Block-processing time and gas/s are NOT a like-for-like statistic — Geth reports a go-metrics summary (chain_execution / chain_mgasps) while Nethermind reports gauges (last_block_processing_time / mgas_per_sec) pulled from Prometheus; treat the execution-throughput row as indicative, not a head-to-head. The read window (recent_block_window=64) sits inside both clients' served-state window, so latency is fair — but it does not exercise Nethermind's deeper-history advantage (FlatDb MinReorgDepth=1024 vs Geth pathdb's fixed ~128-block window).
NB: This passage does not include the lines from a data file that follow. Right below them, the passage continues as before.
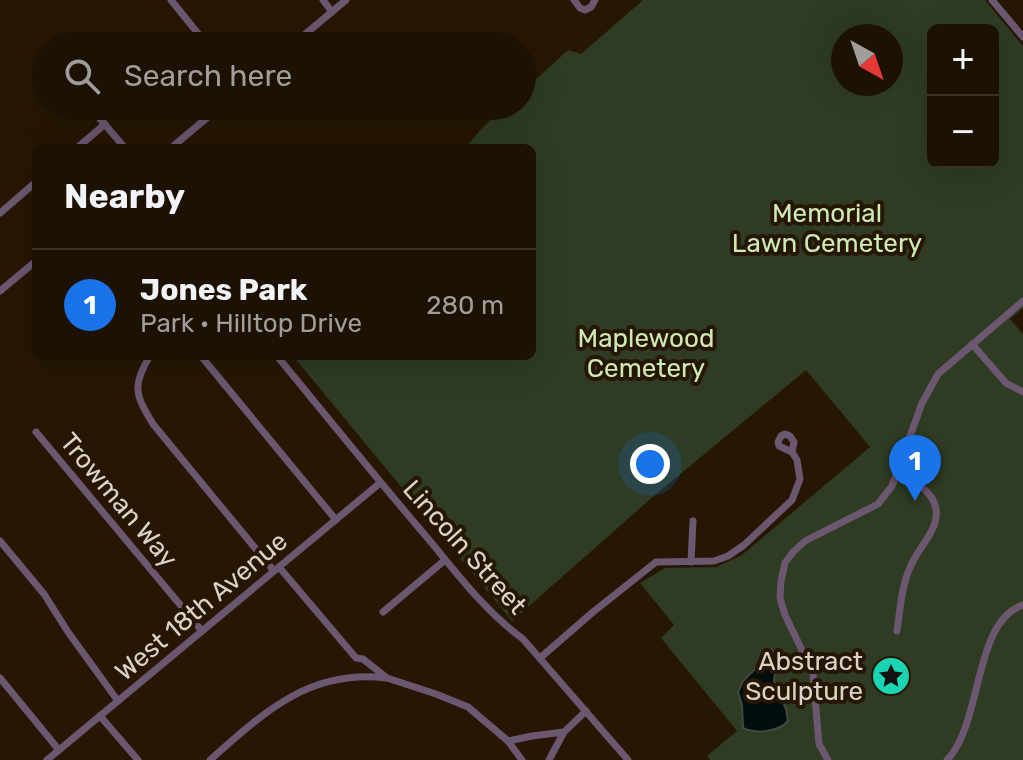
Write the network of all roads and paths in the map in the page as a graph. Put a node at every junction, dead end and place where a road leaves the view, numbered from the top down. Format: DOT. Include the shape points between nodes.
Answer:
graph roads {
  1 [pos="171,0"];
  2 [pos="323,0"];
  3 [pos="346,0"];
  4 [pos="574,0"];
  5 [pos="595,0"];
  6 [pos="992,0"];
  7 [pos="332,12"];
  8 [pos="197,32"];
  9 [pos="308,32"];
  10 [pos="1023,37"];
  11 [pos="101,120"];
  12 [pos="204,120"];
  13 [pos="105,124"];
  14 [pos="82,144"];
  15 [pos="122,144"];
  16 [pos="176,144"];
  17 [pos="32,185"];
  18 [pos="0,213"];
  19 [pos="32,264"];
  20 [pos="0,291"];
  21 [pos="1023,301"];
  22 [pos="972,344"];
  23 [pos="148,360"];
  24 [pos="204,360"];
  25 [pos="280,360"];
  26 [pos="1023,392"];
  27 [pos="36,432"];
  28 [pos="792,452"];
  29 [pos="898,470"];
  30 [pos="380,483"];
  31 [pos="336,520"];
  32 [pos="693,521"];
  33 [pos="0,541"];
  34 [pos="445,560"];
  35 [pos="691,562"];
  36 [pos="277,569"];
  37 [pos="1023,605"];
  38 [pos="383,612"];
  39 [pos="202,631"];
  40 [pos="897,631"];
  41 [pos="356,658"];
  42 [pos="540,658"];
  43 [pos="0,678"];
  44 [pos="352,678"];
  45 [pos="387,678"];
  46 [pos="118,701"];
  47 [pos="586,711"];
  48 [pos="100,716"];
  49 [pos="564,732"];
  50 [pos="508,741"];
  51 [pos="59,750"];
  52 [pos="47,760"];
  53 [pos="138,760"];
  54 [pos="210,760"];
  55 [pos="522,760"];
  56 [pos="549,760"];
  57 [pos="628,760"];
  58 [pos="828,760"];
  59 [pos="947,760"];
  1 -- 8 [label="street"];
  2 -- 7 [label="street"];
  3 -- 7 [label="street"];
  4 -- 5 [label="street" via="585,10"];
  6 -- 10 [label="street"];
  7 -- 9 [label="street"];
  11 -- 13 [label="street"];
  12 -- 16 [label="street"];
  13 -- 14 [label="street"];
  13 -- 15 [label="street"];
  17 -- 18 [label="street"];
  19 -- 20 [label="street"];
  21 -- 22 [label="street"];
  22 -- 26 [label="street" via="1006,383"];
  22 -- 29 [label="street" via="938,374"];
  23 -- 36 [label="street" via="138,382 141,405"];
  24 -- 31 [label="street"];
  25 -- 30 [label="street, Lincoln Street"];
  27 -- 39 [label="street, Trowman Way"];
  28 -- 35 [label="street" via="800,479 783,510 728,556"];
  29 -- 40 [label="street" via="933,498 937,517 909,568"];
  29 -- 58 [label="street" via="878,504 805,541 785,563 780,598 813,673 819,744"];
  30 -- 31 [label="street, West 18th Avenue"];
  30 -- 34 [label="street, Lincoln Street"];
  31 -- 36 [label="street, West 18th Avenue"];
  32 -- 35 [label="street"];
  33 -- 46 [label="street"];
  34 -- 38 [label="street"];
  34 -- 42 [label="street, Lincoln Street"];
  35 -- 42 [label="street" via="656,562"];
  36 -- 39 [label="street, West 18th Avenue"];
  36 -- 41 [label="street"];
  37 -- 59 [label="street" via="993,631 963,735"];
  39 -- 46 [label="street, West 18th Avenue"];
  41 -- 44 [label="street"];
  41 -- 45 [label="street"];
  42 -- 47 [label="street, Lincoln Street"];
  43 -- 51 [label="street"];
  44 -- 45 [label="street"];
  44 -- 54 [label="street" via="300,691"];
  45 -- 50 [label="street" via="468,707"];
  46 -- 48 [label="street, West 18th Avenue"];
  47 -- 49 [label="street"];
  47 -- 57 [label="street, Lincoln Street"];
  48 -- 51 [label="street, West 18th Avenue"];
  48 -- 53 [label="street"];
  49 -- 50 [label="street"];
  49 -- 56 [label="street"];
  50 -- 55 [label="street"];
  51 -- 52 [label="street, West 18th Avenue"];
}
Single milestone (3.5×); other milestones and clients (Besu/Reth/Erigon) pending per issue #21.
5-min duration-matched runs at the 3.5× bloatnet (perf-devnet-3, head 24,358,000), under live head + 50 concurrent Locust read clients. Snapshot isolated via overlayfs; head driven by a mock CL replaying blocks 24,358,001+. 0 RPC failures on either client.
Milestone comparison
| Milestone | Total | Accounts | Storage slots | Code | Acct depth | Source |
|---|---|---|---|---|---|---|
| 1× | 221 GB | 381M | 1.56B | 13 GB | 7.61 | measured |
| 3.5× | 768 GB | 392M | 7.21B | 39 GB | 7.62 | measured |
| 5× | 1.11 TB | 1.99B | 7.79B | 70 GB | 8.2 | measured |
| 7× | 1.55 TB | 2.77B | 10.37B | 94 GB | 8.32 | measured |
| 10× | 2.22 TB | 3.94B | 14.18B | 134 GB | 8.45 | measured |
sources & notes
All five milestones are exact full-scan measurements (state-benchmarks issues #5, #29, #35, and the inherited x3.5 statecomp scan @ block 24,358,000). 3.5× is the inherited Bloatnet starting state — storage-skewed and off-ratio; 5×, 7×, and 10× hold the true mainnet composition (10× converged tightest at 27.30 / 66.65 / 6.05). The 10× state is the project's headline target — 2.22 TB, 10.03× mainnet.